Actian Ingres 12.1 | Load Data with Spark Loader

Database Administrator Guide > Loading Data into X100 Tables > Load Data with Spark Loader

Was this helpful?

Load Data with Spark Loader

The Spark Loader is a command-line client utility that allows you to load files such as CSV, JSON, Parquet, or ORC through Spark into Actian Ingres using the Spark Connector. The Spark Loader is contained within the Spark Connector service container image but can also be accessed as a standalone tool.

For a functional setup, you need a working Spark installation and the Loader JAR file. Contact Actian support for a copy of the Loader JAR file and the installation requirements for Spark.

Using the Loader Included in the Service Container

To load files from a local storage, you must mount a folder from the local file system into the container. For more information, see Containerized Services in the System Administrator Guide. The content of the mounted folder appears under /opt/user_mount/ in the container file system. The Loader JAR is located under /opt/spark/loader/spark_vector_loader.jar in the container.

For example assume that the running container is named spark, the Actian Ingres host is localhost, the installation id is II, the database is named testdb, and user and password are actian.
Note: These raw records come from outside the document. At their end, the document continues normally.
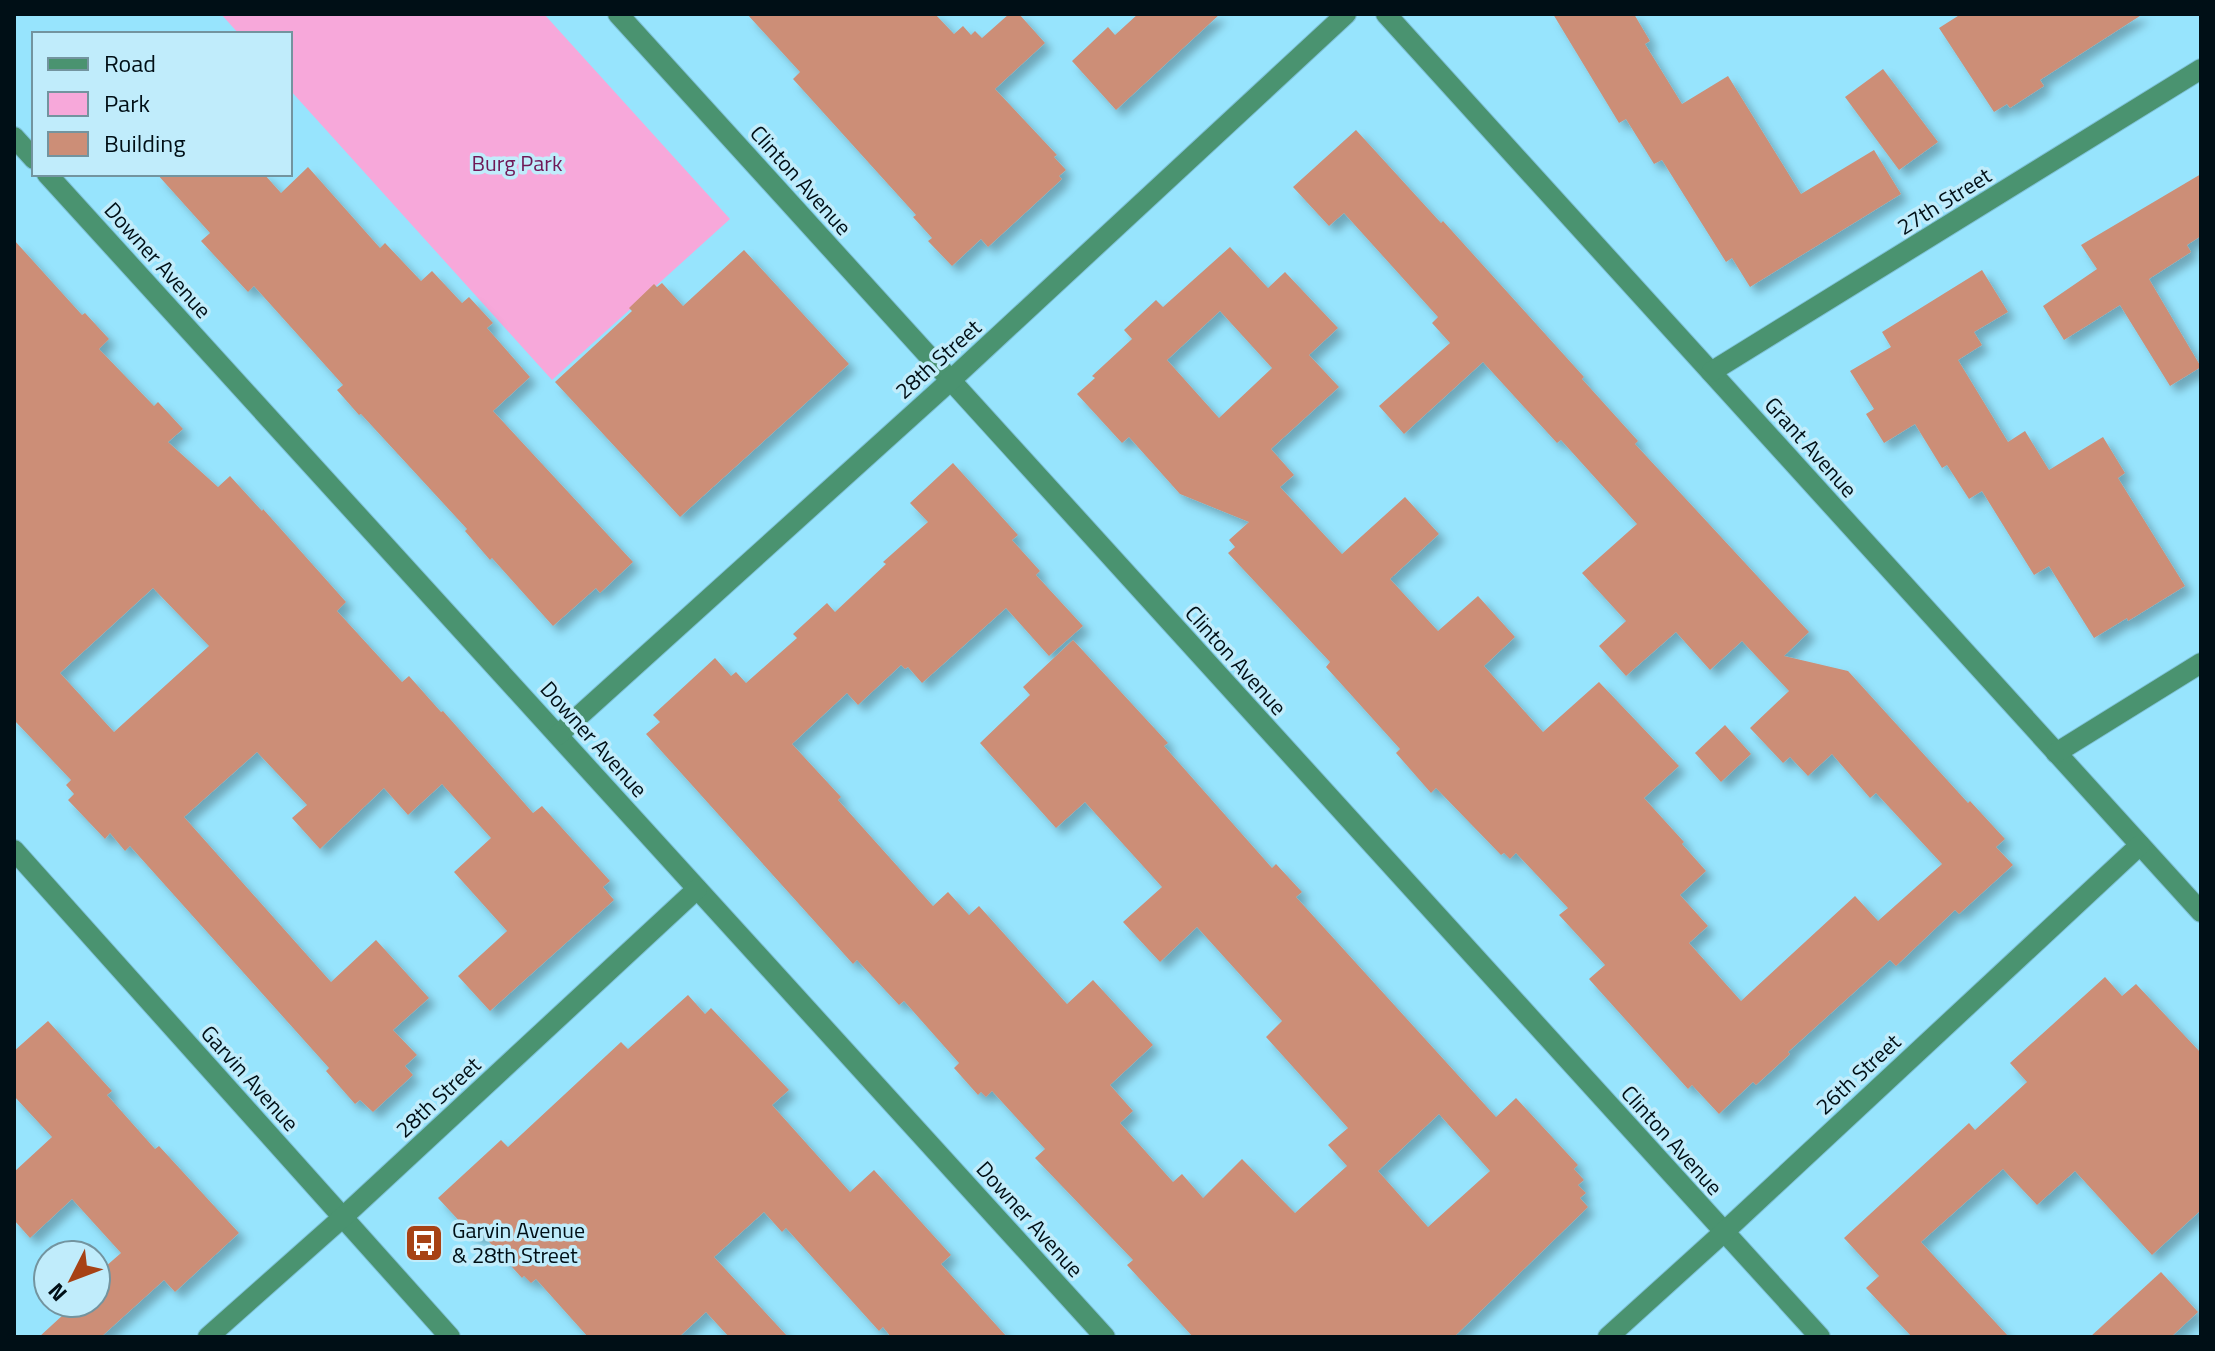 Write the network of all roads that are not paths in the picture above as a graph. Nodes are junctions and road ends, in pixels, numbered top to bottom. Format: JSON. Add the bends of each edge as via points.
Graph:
{"nodes":[{"id":1,"x":618,"y":14,"type":"edge"},
{"id":2,"x":1346,"y":14,"type":"edge"},
{"id":3,"x":1386,"y":14,"type":"edge"},
{"id":4,"x":2201,"y":69,"type":"edge"},
{"id":5,"x":14,"y":137,"type":"edge"},
{"id":6,"x":32,"y":157,"type":"edge"},
{"id":7,"x":49,"y":176,"type":"edge"},
{"id":8,"x":1711,"y":372,"type":"junction"},
{"id":9,"x":950,"y":381,"type":"junction"},
{"id":10,"x":2201,"y":663,"type":"edge"},
{"id":11,"x":558,"y":735,"type":"junction"},
{"id":12,"x":2056,"y":753,"type":"junction"},
{"id":13,"x":2140,"y":845,"type":"junction"},
{"id":14,"x":14,"y":850,"type":"edge"},
{"id":15,"x":697,"y":889,"type":"junction"},
{"id":16,"x":2201,"y":912,"type":"edge"},
{"id":17,"x":342,"y":1218,"type":"junction"},
{"id":18,"x":1724,"y":1232,"type":"junction"},
{"id":19,"x":208,"y":1337,"type":"edge"},
{"id":20,"x":450,"y":1337,"type":"edge"},
{"id":21,"x":1105,"y":1337,"type":"edge"},
{"id":22,"x":1608,"y":1337,"type":"edge"},
{"id":23,"x":1820,"y":1337,"type":"edge"}],
"edges":[{"from":1,"to":9,"type":"street","name":"Clinton Avenue"},
{"from":2,"to":9,"type":"street","name":"28th Street"},
{"from":3,"to":8,"type":"street","name":"Grant Avenue"},
{"from":4,"to":8,"type":"street","name":"27th Street"},
{"from":5,"to":6,"type":"street"},
{"from":7,"to":11,"type":"street","name":"Downer Avenue"},
{"from":8,"to":12,"type":"street","name":"Grant Avenue"},
{"from":9,"to":11,"type":"street","name":"28th Street"},
{"from":9,"to":18,"type":"street","name":"Clinton Avenue"},
{"from":10,"to":12,"type":"street"},
{"from":11,"to":15,"type":"street","name":"Downer Avenue"},
{"from":12,"to":13,"type":"street","name":"Grant Avenue"},
{"from":13,"to":16,"type":"street","name":"Grant Avenue"},
{"from":13,"to":18,"type":"street","name":"26th Street"},
{"from":14,"to":17,"type":"street","name":"Garvin Avenue"},
{"from":15,"to":17,"type":"street","name":"28th Street"},
{"from":15,"to":21,"type":"street","name":"Downer Avenue"},
{"from":17,"to":19,"type":"street","name":"28th Street"},
{"from":17,"to":20,"type":"street","name":"Garvin Avenue"},
{"from":18,"to":22,"type":"street","name":"26th Street"},
{"from":18,"to":23,"type":"street","name":"Clinton Avenue"}]}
To view all the command line options for loading file contents in different formats into the product, run the following command:

docker exec spark /bin/bash -c '/opt/spark/bin/spark-submit --class com.actian.spark_vector.loader.Main /opt/spark/loader/spark_vector_loader.jar --help

Examples of Loading Data with Spark Loader

The following are the sample data files and the commands used to load their contents into Actian Ingres using the Spark Loader.

CSV File with Header

employee_header_test.csv

"name"|"salary"

"abc"|100

"xyz"|150

Command

docker exec spark /bin/bash -c '/opt/spark/bin/spark-submit --class com.actian.spark_vector.loader.Main /opt/spark/loader/spark_vector_loader.jar load csv -sf /opt/user_mount/employee_header_test.csv -vh localhost -vi II -vd testdb -vu actian -vp actian -ct true -tt svc_csv_with_header -sc "|" -sh true

Note: This command will create a table if –ct true is used

CSV File without Header

employee_test.csv

"abc"|100

"xyz"|150

Command

docker exec spark /bin/bash -c '/opt/spark/bin/spark-submit --class com.actian.spark_vector.loader.Main /opt/spark/loader/spark_vector_loader.jar load csv -sf /opt/user_mount/employee_test.csv -h "name string,salary int" -vh localhost -vi II -vd testdb -vu actian -vp actian -ct true -tt svc_csv_without_header -sc "|"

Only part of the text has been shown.